# ERRATA - Mike's Civil PE Exam Guide



## Jayman_PE (Mar 11, 2012)

Overall good book. Kind of a feel good prep for the AM Exam. I bought new this winter so I have the Revised printing. Here's what I found


Page 58 - spelling/grammar ("is" should be "if".)

Page 32-22 - Step 4 for Solution to Problem 1. I belive that H, should be measured to the bottom of footing. The problem and solution show and calculate H from ground surface to top of footing pad, not bottom. With that being the case we do not have sufficient data to solve this problem.

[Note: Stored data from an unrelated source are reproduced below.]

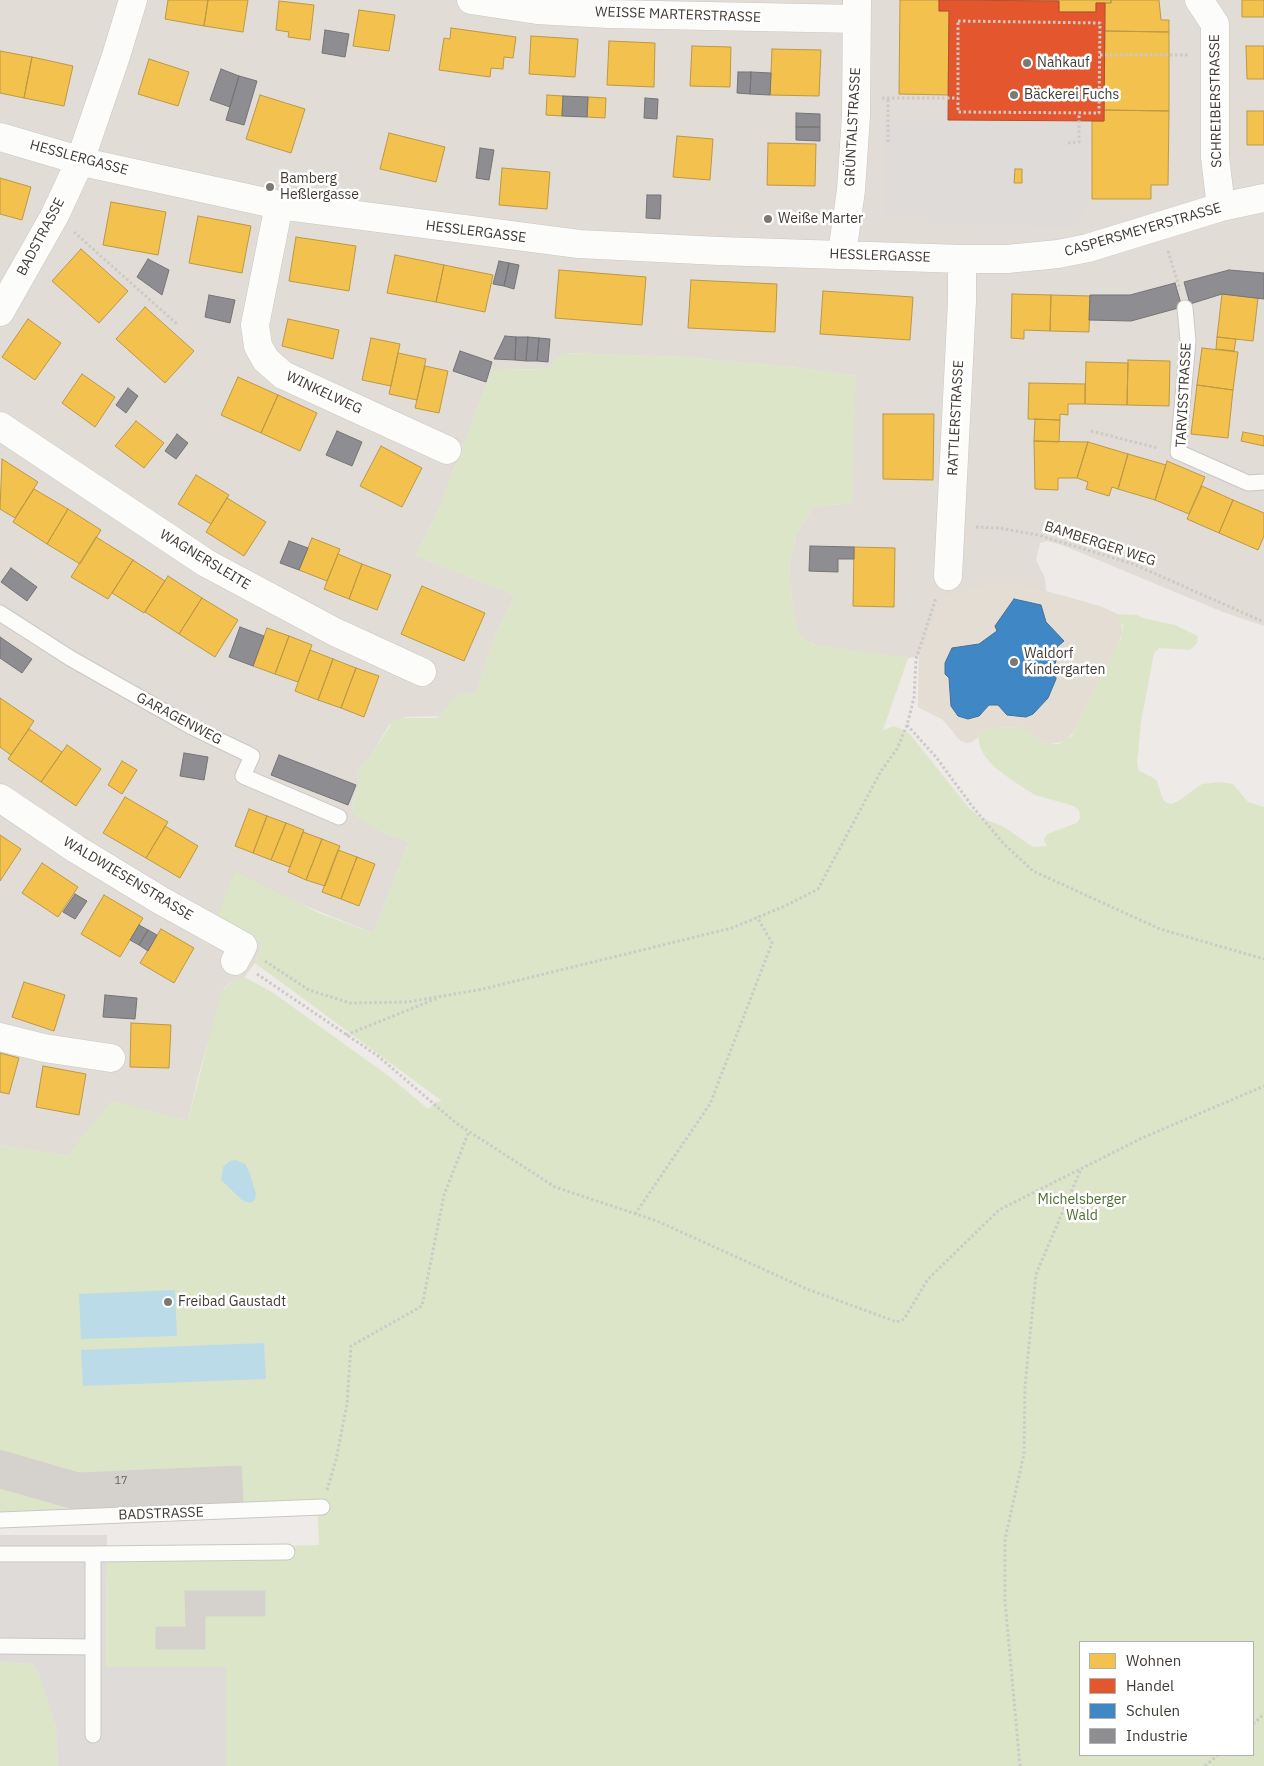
<!DOCTYPE html>
<html>
<head>
<meta charset="utf-8">
<style>
	body { margin:0 }
	#map { position:relative; width:1264px; height:1766px; overflow:hidden; background:#edeae7; font-family:"IBM Plex Sans",sans-serif }
	canvas { display:block }
	.legend { position:absolute; left:1079px; top:1641px; width:175px; height:115px; box-sizing:border-box; background:#fff; border:1px solid #b3b1ae; margin:0; padding:6px 9px; list-style:none; font-size:15px; color:#423b35 }
	.legend li { display:flex; align-items:center; gap:10px; height:25px }
	.legend b { width:25px; border:1px solid #b3b1ae }
</style>
</head>
<body>
<div id="map">
<canvas width="1264" height="1766"></canvas>
<ul class="legend">
<li><b style="height:14px;background:#f2c14e"></b>Wohnen</li>
<li><b style="height:14px;background:#e4572e"></b>Handel</li>
<li><b style="height:14px;background:#3f88c5"></b>Schulen</li>
<li><b style="height:14px;background:#8d8d92"></b>Industrie</li>
</ul>
</div>
<script>
const c = document.querySelector('canvas').getContext('2d');
c.lineJoin = 'round';
function fillPath(path, color) {
  c.fillStyle = color;
  c.fill(path, 'evenodd');
}
function toPath(rows) {
  const path = new Path2D();
  for (const r of rows) {
    path.moveTo(r[0], r[1]);
    for (let i = 2; i < r.length; i += 2) path.lineTo(r[i], r[i + 1]);
  }
  return path;
}
function strokePath(path, color, width, dash) {
  c.strokeStyle = color;
  c.lineWidth = width;
  c.lineCap = dash ? 'butt' : 'round';
  c.setLineDash(dash || []);
  c.stroke(path);
}
function label(font, color, halo, rows, align = 'center') {
  c.font = font + ' "IBM Plex Sans",sans-serif';
  c.lineWidth = 5;
  c.setLineDash([]);
  c.textBaseline = 'middle';
  c.strokeStyle = halo;
  c.fillStyle = color;
  for (const [text, x, y, turn = 0] of rows) {
    c.save();
    c.translate(x, y);
    c.rotate((+turn || 0) * Math.PI / 180);
    c.textAlign = isNaN(turn) ? turn : align;
    if (halo) c.strokeText(text, 0, 0);
    c.fillText(text, 0, 0);
    c.restore();
  }
}
const residential = toPath([
	[0,0,1264,0,1264,626,1223,612,1062,545,1047,541,1040,543,1036,560,1045,578,1046,591,1102,607,1117,614,972,742,961,741,942,719,918,707,919,656,908,658,822,647,805,641,798,633,792,603,789,568,796,535,813,507,852,503,855,376,791,367,684,357,564,353,547,369,492,370,439,509,416,556,515,595,496,633,475,696,468,693,454,698,440,716,405,717,389,725,371,756,356,772,359,783,352,806,353,813,359,818,386,834,409,842,373,933,291,900,262,943,255,963,244,977,233,981,224,988,198,1077,188,1121,111,1102,68,1156,0,1145]
]);
const education = toPath([
	[989,583,1016,584,1072,598,1102,607,1117,614,1121,619,1122,633,1118,646,1074,731,1066,741,1050,744,1037,739,1023,728,1003,727,986,731,972,742,966,743,957,738,951,728,942,719,918,707,919,655,941,600,951,594]
]);
const green = toPath([
	[563,353,684,357,791,367,856,376,852,503,813,507,796,535,789,568,792,603,798,633,811,644,908,658,883,730,894,726,909,733,969,808,979,817,1004,827,1033,847,1047,846,1044,840,1047,834,1077,823,1080,818,1079,810,1074,806,1035,795,1013,781,994,767,984,755,980,747,978,736,986,731,1003,727,1023,728,1037,739,1050,744,1059,744,1071,737,1121,639,1123,626,1117,614,1137,615,1143,618,1175,625,1198,636,1197,643,1190,650,1159,648,1154,653,1141,722,1137,763,1139,771,1152,777,1157,781,1163,800,1167,803,1172,804,1178,801,1202,784,1219,782,1233,784,1248,802,1264,807,1264,1766,226,1766,226,1667,106,1667,107,1551,319,1545,317,1499,0,1512,0,1145,68,1156,111,1101,188,1121,221,992,233,981,244,977,272,992,390,1077,428,1109,435,1102,442,1101,255,963,262,943,217,919,235,871,319,913,373,933,409,842,386,834,358,818,353,813,352,807,359,783,356,772,371,756,393,721,399,718,435,718,440,716,453,698,468,693,475,696,496,633,515,595,416,556,439,509,492,370,547,369],
	[1080,1642,1253,1642,1253,1755,1080,1755],
	[0,1662,32,1664,38,1672,56,1727,58,1766,0,1766]
]);
const parking = toPath([
	[885,120,1089,122,1088,205,1072,226,928,224,928,217,884,217],
	[0,1535,107,1535,106,1667,226,1667,226,1766,58,1766,56,1727,38,1672,32,1664,0,1662]
]);
const water = toPath([
	[236,1160,245,1164,249,1171,256,1194,255,1200,251,1203,243,1201,221,1180,223,1167,230,1161],
	[175,1290,177,1336,81,1339,79,1294],
	[264,1343,266,1379,83,1386,81,1350]
]);
const homes = toPath([
	[168,0,208,0,204,26,165,19,168,0],
	[208,0,248,0,243,32,204,26,208,0],
	[900,0,939,0,939,11,949,11,948,95,899,94,900,0],
	[993,0,1050,0,1050,1,993,1,993,0],
	[1050,0,1111,0,1111,3,1096,3,1096,12,1059,12,1059,1,1050,0],
	[1111,0,1159,0,1161,20,1169,20,1169,32,1105,31,1105,3,1111,3,1111,0],
	[1242,0,1264,0,1264,17,1242,17,1242,0],
	[279,1,314,5,310,40,288,37,289,32,276,30,279,1],
	[359,10,395,15,389,51,353,46,359,10],
	[451,28,516,37,513,58,504,57,503,69,491,68,490,77,439,70,444,38,450,39,451,28],
	[1105,31,1169,32,1169,111,1104,110,1105,31],
	[531,36,578,39,575,77,529,74,531,36],
	[609,41,655,43,654,87,607,85,609,41],
	[692,46,731,47,730,87,690,86,692,46],
	[1246,46,1264,46,1264,79,1247,79,1246,46],
	[772,49,821,50,819,96,770,95,772,49],
	[0,51,32,57,24,98,0,93,0,51],
	[32,57,73,66,64,106,24,98,32,57],
	[149,59,189,72,178,106,138,94,149,59],
	[260,95,305,109,291,153,246,139,260,95],
	[547,95,563,96,562,116,546,115,547,95],
	[588,97,606,98,605,118,587,117,588,97],
	[1104,110,1169,111,1168,185,1151,185,1151,199,1092,199,1092,121,1104,121,1104,110],
	[1247,111,1264,111,1264,145,1247,145,1247,111],
	[389,133,445,147,436,182,380,169,389,133],
	[677,136,713,139,710,180,673,177,677,136],
	[768,143,816,144,815,186,767,185,768,143],
	[502,168,550,172,547,209,499,205,502,168],
	[1015,169,1022,169,1022,183,1014,183,1015,169],
	[0,178,31,187,22,220,0,214,0,178],
	[111,202,166,212,158,255,103,245,111,202],
	[198,216,251,226,242,273,189,263,198,216],
	[296,237,356,246,349,291,289,281,296,237],
	[81,249,128,291,99,323,52,281,81,249],
	[395,255,444,265,436,302,387,293,395,255],
	[444,265,493,275,485,312,436,302,444,265],
	[559,270,646,277,642,325,555,318,559,270],
	[691,280,777,284,775,332,688,328,691,280],
	[823,291,913,297,910,340,820,334,823,291],
	[1012,294,1051,295,1050,331,1024,330,1024,339,1011,338,1012,294],
	[1222,294,1258,298,1253,341,1217,337,1222,294],
	[1051,295,1090,296,1089,332,1050,331,1051,295],
	[145,307,194,351,165,383,116,339,145,307],
	[28,319,61,343,35,380,2,357,28,319],
	[288,319,339,330,333,359,282,346,288,319],
	[1217,337,1236,339,1234,351,1216,349,1217,337],
	[371,338,400,344,391,386,362,380,371,338],
	[1202,348,1238,352,1233,390,1197,385,1202,348],
	[398,353,426,359,417,400,389,394,398,353],
	[1128,360,1170,361,1169,406,1127,405,1128,360],
	[1086,362,1128,363,1127,405,1085,404,1086,362],
	[425,366,448,371,439,413,415,408,425,366],
	[82,374,115,397,95,427,62,403,82,374],
	[238,377,278,395,261,433,221,415,238,377],
	[1029,383,1085,384,1085,404,1068,404,1068,415,1060,414,1060,420,1028,419,1029,383],
	[1197,385,1233,390,1228,438,1191,434,1197,385],
	[278,395,317,413,300,451,261,433,278,395],
	[883,414,934,414,933,480,883,479,883,414],
	[1035,419,1060,420,1059,442,1034,441,1035,419],
	[136,421,164,443,144,468,115,446,136,421],
	[1243,432,1264,436,1264,446,1241,441,1243,432],
	[1034,441,1088,442,1077,478,1058,478,1058,490,1035,489,1034,441],
	[1088,442,1128,454,1118,489,1112,487,1109,496,1086,489,1088,482,1077,478,1088,442],
	[381,446,422,468,402,507,360,486,381,446],
	[1128,454,1166,465,1155,500,1118,489,1128,454],
	[2,459,38,482,15,518,0,509,2,459],
	[1167,461,1205,477,1189,514,1155,500,1167,461],
	[196,475,229,495,211,524,178,504,196,475],
	[1202,486,1233,500,1219,533,1187,519,1202,486],
	[34,489,68,509,47,544,13,522,34,489],
	[227,498,266,522,244,556,206,532,227,498],
	[1233,500,1264,513,1264,536,1258,550,1219,533,1233,500],
	[68,509,101,530,80,564,47,544,68,509],
	[96,537,133,560,108,599,71,577,96,537],
	[312,538,340,549,327,581,299,570,312,538],
	[854,547,895,548,894,607,853,606,854,547],
	[338,554,362,564,349,599,324,589,338,554],
	[133,560,165,581,144,613,112,593,133,560],
	[362,564,391,575,377,610,349,599,362,564],
	[168,576,202,598,179,634,145,612,168,576],
	[422,586,485,613,464,661,401,634,422,586],
	[202,598,238,620,215,657,179,634,202,598],
	[267,628,289,636,275,674,253,666,267,628],
	[289,636,312,645,298,682,275,674,289,636],
	[310,650,333,659,318,700,295,691,310,650],
	[333,659,356,668,341,708,318,700,333,659],
	[356,668,379,676,364,717,341,708,356,668],
	[0,698,34,721,11,755,0,747,0,698],
	[29,729,62,752,41,782,8,759,29,729],
	[67,745,101,769,76,806,41,782,67,745],
	[122,761,137,770,122,794,108,785,122,761],
	[125,797,168,822,146,858,103,833,125,797],
	[249,809,267,816,253,853,235,846,249,809],
	[267,816,286,823,271,860,253,853,267,816],
	[286,823,304,830,290,867,271,860,286,823],
	[165,826,198,846,180,878,146,858,165,826],
	[303,832,322,839,306,880,288,872,303,832],
	[0,835,21,849,0,881,0,835],
	[322,839,340,846,325,886,306,880,322,839],
	[338,850,357,857,341,899,322,892,338,850],
	[357,857,375,864,359,906,341,899,357,857],
	[42,863,78,887,58,917,22,893,42,863],
	[104,895,143,918,120,957,81,934,104,895],
	[161,929,194,948,174,983,140,963,161,929],
	[24,982,65,995,54,1031,12,1017,24,982],
	[131,1023,171,1025,169,1068,130,1067,131,1023],
	[0,1053,19,1058,9,1094,0,1092,0,1053],
	[43,1066,86,1074,79,1115,36,1107,43,1066]
]);
const shops = toPath([
	[939,0,1059,1,1059,12,1096,12,1096,3,1105,3,1104,121,948,120,949,11,939,11,939,0]
]);
const schools = toPath([
	[1014,599,1041,605,1046,622,1064,641,1057,647,1055,668,1056,679,1048,698,1033,714,1026,717,1007,715,998,705,989,705,979,716,968,719,958,716,951,706,949,678,945,674,945,663,952,648,979,644,997,631,995,626,1014,599]
]);
const industry = toPath([
	[325,30,349,34,345,57,322,53,325,30],
	[221,69,239,76,230,107,210,100,221,69],
	[738,72,751,72,750,94,737,93,738,72],
	[751,72,771,73,770,95,750,94,751,72],
	[239,76,257,81,244,125,226,120,239,76],
	[563,96,588,97,587,117,562,116,563,96],
	[645,98,658,99,657,119,644,118,645,98],
	[796,113,820,114,820,127,796,127,796,113],
	[796,127,820,127,820,141,796,140,796,127],
	[480,148,494,150,489,180,476,178,480,148],
	[647,195,661,195,660,219,646,218,647,195],
	[148,259,169,270,162,295,137,277,148,259],
	[499,261,509,263,504,286,493,284,499,261],
	[509,263,519,265,514,289,504,286,509,263],
	[1229,270,1264,273,1264,299,1222,294,1190,304,1184,282,1229,270],
	[1175,283,1182,307,1131,321,1089,320,1090,295,1130,295,1175,283],
	[209,295,235,300,230,323,205,317,209,295],
	[505,336,516,337,515,360,494,359,505,336],
	[516,337,528,337,526,361,515,360,516,337],
	[528,337,539,338,537,361,526,361,528,337],
	[539,338,550,339,548,362,537,361,539,338],
	[460,351,492,362,486,382,453,371,460,351],
	[128,388,138,396,126,413,116,405,128,388],
	[337,431,362,442,352,466,326,455,337,431],
	[177,434,188,443,176,459,165,451,177,434],
	[289,541,308,548,299,570,280,563,289,541],
	[810,546,854,547,854,559,838,559,838,572,809,571,810,546],
	[11,568,37,587,27,601,1,582,11,568],
	[240,627,264,636,253,666,229,657,240,627],
	[0,637,32,659,22,673,0,658,0,637],
	[184,753,208,757,204,780,180,776,184,753],
	[279,755,356,785,348,805,271,775,279,755],
	[75,894,87,901,75,919,63,912,75,894],
	[139,925,148,930,139,945,130,940,139,925],
	[148,930,157,935,148,951,139,945,148,930],
	[105,995,137,998,135,1019,103,1017,105,995]
]);
const building = toPath([
	[0,1450,79,1473,241,1466,243,1502,73,1509,0,1488,0,1450],
	[185,1591,265,1591,265,1616,205,1616,205,1649,156,1649,156,1627,186,1627,185,1591]
]);
const path = toPath([
	[958,21,1100,23,1099,113,958,112,958,21],
	[1100,55,1189,55],
	[882,98,958,98],
	[888,142,888,98],
	[1068,143,1079,142,1079,113],
	[74,232,178,325],
	[1168,251,1180,290],
	[1091,431,1158,448],
	[976,527,999,528,1038,535,1133,564,1264,622],
	[907,725,936,757,972,806,1003,843,1033,871,1160,929,1264,959],
	[265,961,309,990,350,1003,408,1002,483,989,732,928,785,906,818,889,881,771,897,749,907,725,914,698,916,659,936,598],
	[257,974,378,1056,456,1123,555,1187,657,1221,807,1289,897,1322,904,1319,928,1279,999,1210,1142,1138,1264,1086],
	[346,1035,438,998],
	[635,1214,710,1104,772,943,757,917],
	[327,1490,336,1460,347,1404,351,1346,422,1306,444,1195,469,1131],
	[1253,1724,1264,1714],
	[1020,1766,1005,1601,1005,1539,1024,1454,1025,1386,1036,1274,1081,1169],
	[1205,1766,1218,1755]
]);
const service = toPath([
	[1185,308,1188,341,1178,452,1248,483,1264,482],
	[0,613,70,658,130,692,192,727,252,756,243,776,339,817],
	[0,1520,322,1507],
	[0,1554,93,1554,93,1735],
	[93,1554,287,1552],
	[0,1646,93,1647]
]);
const minor = toPath([
	[471,0,537,10,608,14,857,19],
	[1199,0,1215,24,1215,157,1221,207],
	[0,137,92,164,279,205,579,244,719,251,962,259,1007,259,1058,254,1088,248,1221,207,1264,198],
	[279,205,255,325,258,346,266,360,283,375,447,450],
	[842,254,851,190,856,116,857,1],
	[0,312,55,215,80,161,116,56,133,0],
	[0,426,206,563,335,632,422,672],
	[948,576,962,301,962,259],
	[0,798,76,849,160,900,243,946,235,961],
	[0,1037,44,1048,111,1058]
]);
const markers = [
	[1027,63,5,"#7e7873"],
	[1014,95,5,"#7e7873"],
	[270,187,5,"#7e7873"],
	[768,219,5,"#7e7873"],
	[1014,662,5,"#7e7873"],
	[168,1302,5,"#7e7873"]
];
const numberNames = [
	["17",121,1481]
];
const streetNames = [
	["WEISSE MARTERSTRASSE",678,15,2],
	["SCHREIBERSTRASSE",1216,101,-91],
	["GRÜNTALSTRASSE",853,127,-87],
	["HESSLERGASSE",79,158,15],
	["CASPERSMEYERSTRASSE",1143,230,-16],
	["HESSLERGASSE",476,232,7],
	["BADSTRASSE",41,237,-62],
	["HESSLERGASSE",880,256,2],
	["WINKELWEG",324,393,25],
	["TARVISSTRASSE",1184,395,-87],
	["RATTLERSTRASSE",956,418,-87],
	["BAMBERGER WEG",1100,544,18],
	["WAGNERSLEITE",205,560,31],
	["GARAGENWEG",179,719,28],
	["WALDWIESENSTRASSE",128,879,31],
	["BADSTRASSE",161,1514,-2]
];
const poiNames = [
	["Nahkauf",1037,63],
	["Bäckerei Fuchs",1024,95],
	["Bamberg",280,179],
	["Heßlergasse",280,195],
	["Weiße Marter",778,219],
	["Waldorf",1024,654],
	["Kindergarten",1024,670],
	["Freibad Gaustadt",178,1302]
];
const parkNames = [
	["Michelsberger",1082,1200],
	["Wald",1082,1216]
];
fillPath(residential, '#e1dcd5');
fillPath(education, '#e3ddd3');
fillPath(green, '#dde5c9');
fillPath(parking, '#dedbd8');
fillPath(water, '#bbdbe8');
fillPath(homes, '#f2c14e');
strokePath(homes, '#bd9946', 1);
fillPath(shops, '#e4572e');
strokePath(shops, '#b34f30', 1);
fillPath(schools, '#3f88c5');
strokePath(schools, '#40719a', 1);
fillPath(industry, '#8d8d92');
strokePath(industry, '#767476', 1);
fillPath(building, '#d5d2ce');
strokePath(building, '#d5d1cd', 1);
strokePath(service, '#cac7c3', 17);
strokePath(minor, '#cac7c3', 29);
strokePath(path, '#cccac6', 3, [2.5, 2.5]);
strokePath(service, '#fcfcfb', 15);
strokePath(minor, '#fcfcfb', 28);
for (const [x, y, r, color] of markers) {
  const dot = new Path2D();
  dot.arc(x, y, r, 0, 2 * Math.PI);
  c.fillStyle = color;
  c.fill(dot);
  strokePath(dot, '#fff', 2);
}
label('11px', '#68625d', null, numberNames);
label('14px', '#423b35', '#fff', streetNames);
label('14px', '#423b35', '#fff', poiNames, 'left');
label('14px', '#4c6d2e', '#fff', parkNames);
</script>
</body>
</html>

Page 71 - Solution to Problem 30. I calculate hf = 234.7'. Might be a mis-calculation in solution.


----------



## ptatohed (Jun 14, 2012)

I like how there is no actual question for problem #4, page 16.


----------



## Jayman_PE (Jun 16, 2012)

Thanks ptato. Forgot to mention that one. lol


----------



## marathon74 (Sep 11, 2012)

I noticed that on pg. 59, solution to problem 18, Step 3. The value for L is written as 1500. The length (L) should be in stations, so L=15. This will give the correct R value of 0.266 as shown in the solution.

Quid: For the solution to problem 30 I kept coming up with 180.09 as shown in the solution after checking it a few times. Have you found anything further? Just curious.


----------